:: GIVEN DATA ::

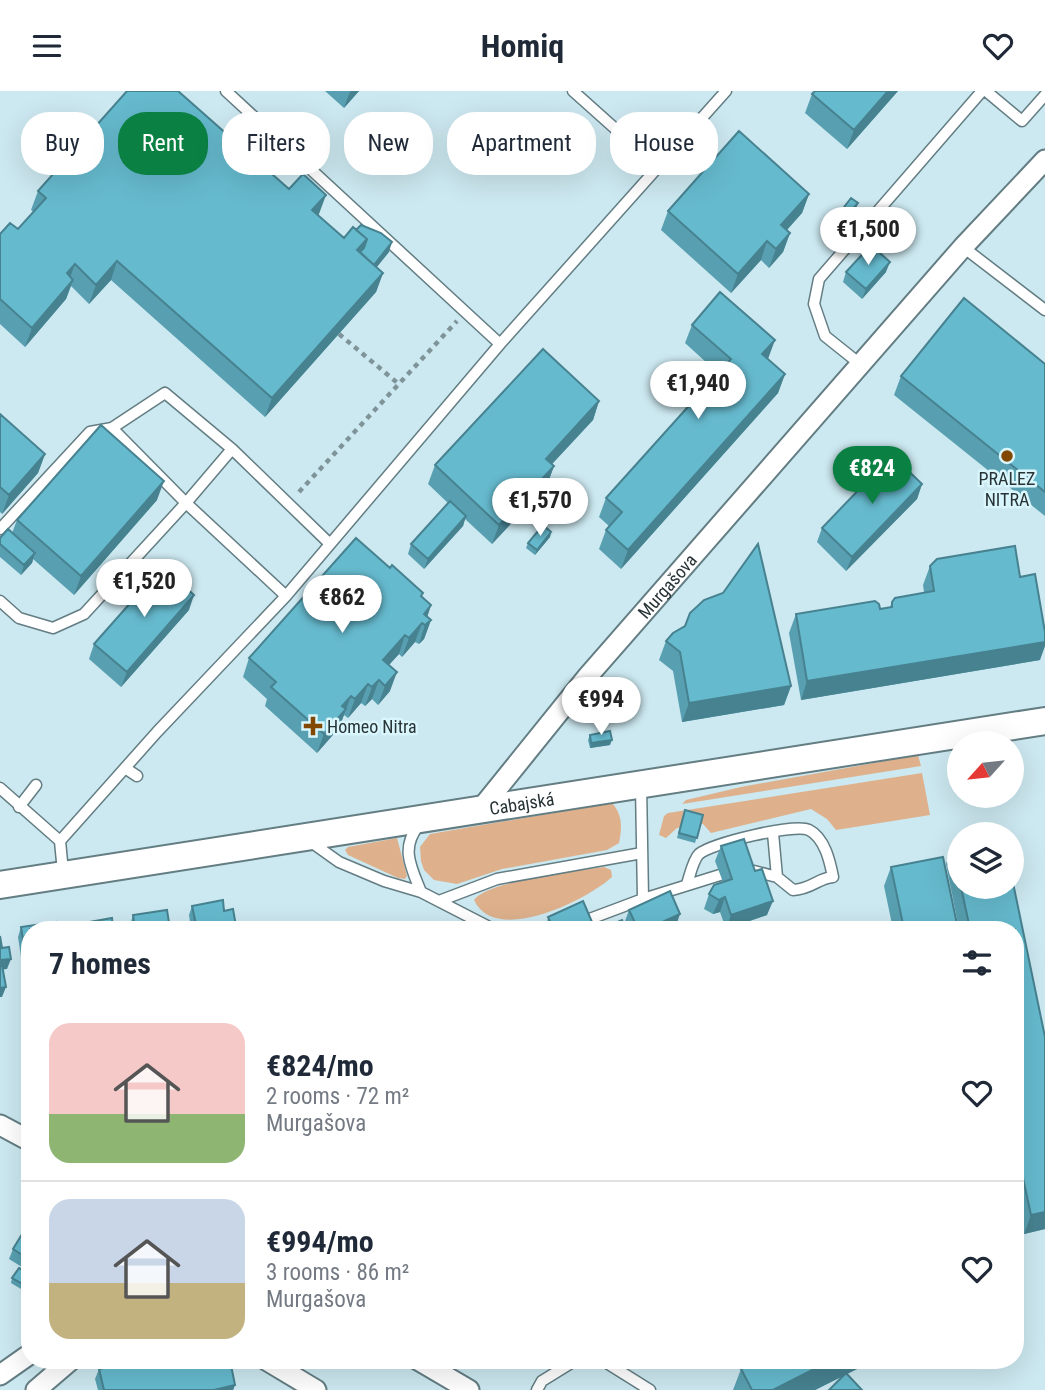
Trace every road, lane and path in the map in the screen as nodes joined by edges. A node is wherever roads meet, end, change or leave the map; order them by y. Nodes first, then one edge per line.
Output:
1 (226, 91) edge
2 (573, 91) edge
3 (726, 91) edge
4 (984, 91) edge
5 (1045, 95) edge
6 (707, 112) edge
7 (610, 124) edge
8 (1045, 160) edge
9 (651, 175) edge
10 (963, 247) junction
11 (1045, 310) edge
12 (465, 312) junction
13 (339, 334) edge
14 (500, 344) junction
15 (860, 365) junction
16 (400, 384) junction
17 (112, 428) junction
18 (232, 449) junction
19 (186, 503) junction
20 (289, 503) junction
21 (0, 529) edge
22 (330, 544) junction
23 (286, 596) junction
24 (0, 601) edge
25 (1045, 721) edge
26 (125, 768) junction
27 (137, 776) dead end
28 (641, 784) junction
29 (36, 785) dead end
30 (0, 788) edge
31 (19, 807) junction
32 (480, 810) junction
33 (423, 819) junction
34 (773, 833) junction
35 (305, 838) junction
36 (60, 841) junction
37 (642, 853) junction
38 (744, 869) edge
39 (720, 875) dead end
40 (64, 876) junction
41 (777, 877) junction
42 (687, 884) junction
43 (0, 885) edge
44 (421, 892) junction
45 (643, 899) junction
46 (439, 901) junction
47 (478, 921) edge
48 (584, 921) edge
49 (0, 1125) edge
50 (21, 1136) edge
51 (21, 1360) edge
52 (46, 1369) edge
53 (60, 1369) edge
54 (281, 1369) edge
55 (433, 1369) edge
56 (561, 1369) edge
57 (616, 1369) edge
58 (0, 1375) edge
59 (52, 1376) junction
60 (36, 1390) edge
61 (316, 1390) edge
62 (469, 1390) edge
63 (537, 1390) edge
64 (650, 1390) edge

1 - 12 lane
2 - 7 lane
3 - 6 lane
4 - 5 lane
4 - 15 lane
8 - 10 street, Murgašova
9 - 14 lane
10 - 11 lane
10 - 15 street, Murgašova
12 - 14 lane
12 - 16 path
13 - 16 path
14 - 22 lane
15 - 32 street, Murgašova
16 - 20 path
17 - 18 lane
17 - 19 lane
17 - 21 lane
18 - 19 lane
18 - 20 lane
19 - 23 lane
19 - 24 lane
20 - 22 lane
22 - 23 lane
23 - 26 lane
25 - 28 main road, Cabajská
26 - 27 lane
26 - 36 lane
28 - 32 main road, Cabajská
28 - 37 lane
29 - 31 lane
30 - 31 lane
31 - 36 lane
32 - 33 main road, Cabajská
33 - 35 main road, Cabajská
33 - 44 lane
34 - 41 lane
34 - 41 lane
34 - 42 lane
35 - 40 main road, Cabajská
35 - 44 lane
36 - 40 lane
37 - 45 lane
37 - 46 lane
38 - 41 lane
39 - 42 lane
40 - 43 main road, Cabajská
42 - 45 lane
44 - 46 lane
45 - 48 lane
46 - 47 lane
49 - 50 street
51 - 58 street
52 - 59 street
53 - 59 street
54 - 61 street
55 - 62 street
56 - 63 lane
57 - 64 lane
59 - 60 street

:::
:: GIVEN DATA ::

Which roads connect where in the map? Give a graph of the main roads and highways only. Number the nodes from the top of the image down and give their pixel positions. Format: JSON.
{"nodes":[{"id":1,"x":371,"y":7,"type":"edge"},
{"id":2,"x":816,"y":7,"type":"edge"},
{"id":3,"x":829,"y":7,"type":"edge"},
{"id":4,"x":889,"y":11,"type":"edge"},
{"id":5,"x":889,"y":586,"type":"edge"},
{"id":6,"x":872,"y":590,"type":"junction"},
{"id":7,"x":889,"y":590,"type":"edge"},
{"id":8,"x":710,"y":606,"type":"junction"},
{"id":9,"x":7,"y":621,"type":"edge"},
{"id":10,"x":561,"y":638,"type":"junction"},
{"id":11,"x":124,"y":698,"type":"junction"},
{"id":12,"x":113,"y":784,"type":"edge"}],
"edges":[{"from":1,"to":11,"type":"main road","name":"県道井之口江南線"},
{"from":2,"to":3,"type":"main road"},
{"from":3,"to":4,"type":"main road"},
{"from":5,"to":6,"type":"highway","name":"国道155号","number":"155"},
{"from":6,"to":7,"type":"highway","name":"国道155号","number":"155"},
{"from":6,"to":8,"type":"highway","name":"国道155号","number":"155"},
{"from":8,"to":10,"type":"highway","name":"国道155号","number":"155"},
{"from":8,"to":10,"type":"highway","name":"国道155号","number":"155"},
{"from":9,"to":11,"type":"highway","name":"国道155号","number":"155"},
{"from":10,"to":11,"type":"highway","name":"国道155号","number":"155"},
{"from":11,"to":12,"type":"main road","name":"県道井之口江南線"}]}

:::

● ACTIVITY: Determine the number of lines in the data above that contain the word "main", and provide only that figure.

● SOLVED EXERCISE: 11